第4話
名谷の駅を降り、蓮見邸へと歩く。
時刻は午後六時少し前。
僕の隣には蓮見先輩がいた。
結局、あの後本当に南京町に行ったものの、何をするわけでもなくぶらぶら通りを歩いただけだった。豚足も食べていない。やったことと言えば、南京町広場で十三体ある十二支像のパンダを見たくらい。

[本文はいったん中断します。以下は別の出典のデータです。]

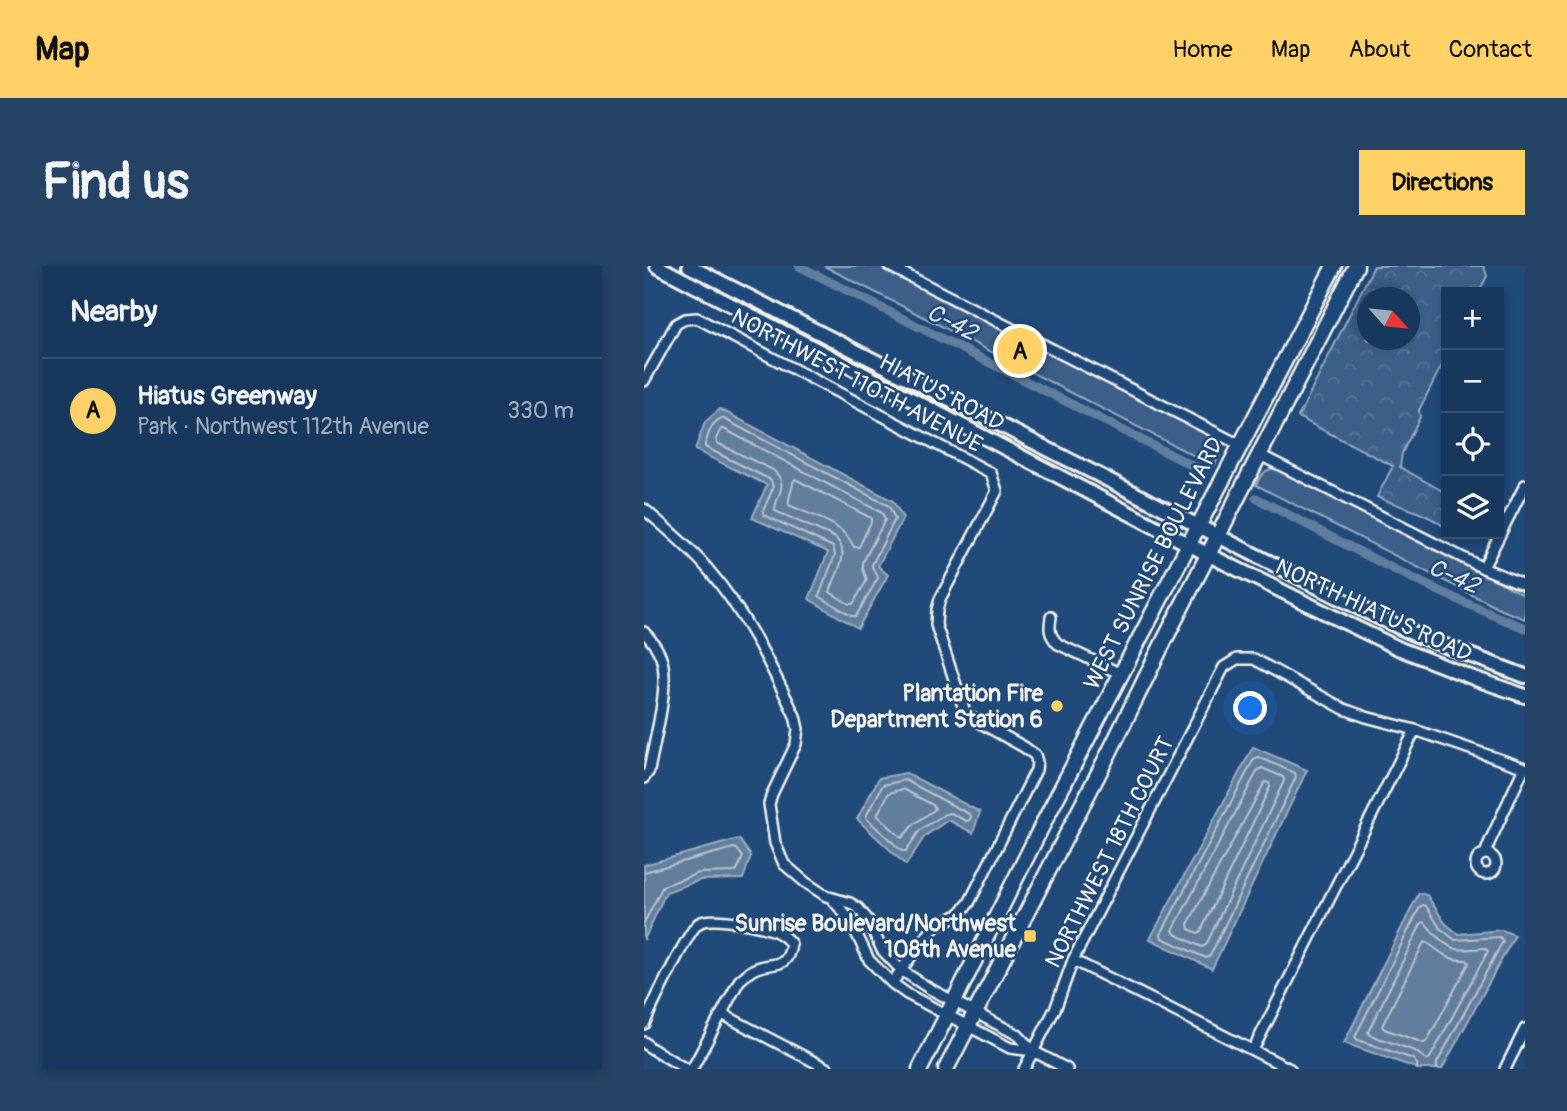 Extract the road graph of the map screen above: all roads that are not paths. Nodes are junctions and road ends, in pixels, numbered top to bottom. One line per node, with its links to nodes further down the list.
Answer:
1 (657, 266): 14 (main road, HIATUS ROAD)
2 (689, 266): 12 (main road, HIATUS ROAD)
3 (889, 266): 6 (street)
4 (1334, 266): 8 (highway, WEST SUNRISE BOULEVARD)
5 (1356, 266): 9 (highway, WEST SUNRISE BOULEVARD)
6 (903, 269): 8 (street)
7 (644, 381): 29 (street, NORTHWEST 110TH AVENUE)
8 (1240, 445): 12 (highway, WEST SUNRISE BOULEVARD)
9 (1260, 455): 13 (highway, WEST SUNRISE BOULEVARD); 16 (street)
10 (1525, 485): 16 (street)
11 (644, 509): 27 (street)
12 (1197, 527): 13 (main road, HIATUS ROAD); 14 (highway, WEST SUNRISE BOULEVARD)
13 (1218, 537): 15 (highway, WEST SUNRISE BOULEVARD); 21 (main road, NORTH HIATUS ROAD)
14 (1188, 544): 15 (main road, HIATUS ROAD); 20 (highway, WEST SUNRISE BOULEVARD)
15 (1209, 555): 22 (main road, NORTH HIATUS ROAD); 34 (highway, WEST SUNRISE BOULEVARD)
16 (1483, 568): 17 (street)
17 (1525, 585)
18 (1051, 617): 20 (street)
19 (644, 632): 25 (street)
20 (1121, 674): 31 (highway, WEST SUNRISE BOULEVARD)
21 (1525, 676)
22 (1525, 696)
23 (1415, 730): 24 (street); 28 (street, NORTHWEST 18TH COURT); 38 (street)
24 (1525, 768): 26 (street)
25 (644, 778)
26 (1485, 854)
27 (832, 899): 29 (street); 30 (street)
28 (1073, 960): 38 (street); 39 (street, NORTHWEST 18TH COURT)
29 (901, 970): 30 (street); 31 (street)
30 (892, 983): 33 (street)
31 (954, 1001): 33 (highway, WEST SUNRISE BOULEVARD); 34 (street)
32 (722, 1014): 35 (street); 41 (street); 42 (street)
33 (947, 1016): 34 (street); 43 (highway, WEST SUNRISE BOULEVARD)
34 (971, 1019): 39 (street); 39 (street); 44 (highway, WEST SUNRISE BOULEVARD)
35 (644, 1024)
36 (1525, 1029): 48 (street)
37 (644, 1042): 40 (street)
38 (1253, 1050): 47 (street)
39 (1033, 1051): 45 (street, NORTHWEST 18TH COURT); 46 (street)
40 (686, 1069)
41 (692, 1069)
42 (828, 1069)
43 (920, 1069)
44 (946, 1069)
45 (1024, 1069)
46 (1067, 1069)
47 (1290, 1069)
48 (1505, 1069)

そうして期末テストも近いとあって、早々に引き上げてきたのだった。
「静流さ――」
その道中、蓮見先輩が切り出してくる。
「あんたと壬生さんってどんな関係なのよ?」
その疑問も尤もだろう。実際、高校生らしからぬ超然とした態度で皆から畏怖され、陰で女帝と呼ばれている壬生奏多と休日に出かけるのなんて僕くらいなものだ。
あと、図書室内限定ならクラスメイトの辺志切桜も奏多先輩とよく話をしている。辺志切さんは緊張気味で、奏多先輩は笑顔を見せるわけでもなくいつも通りだけど。それでも彼女は奏多先輩が怖い人ではないと、正しく理解しているのだろう。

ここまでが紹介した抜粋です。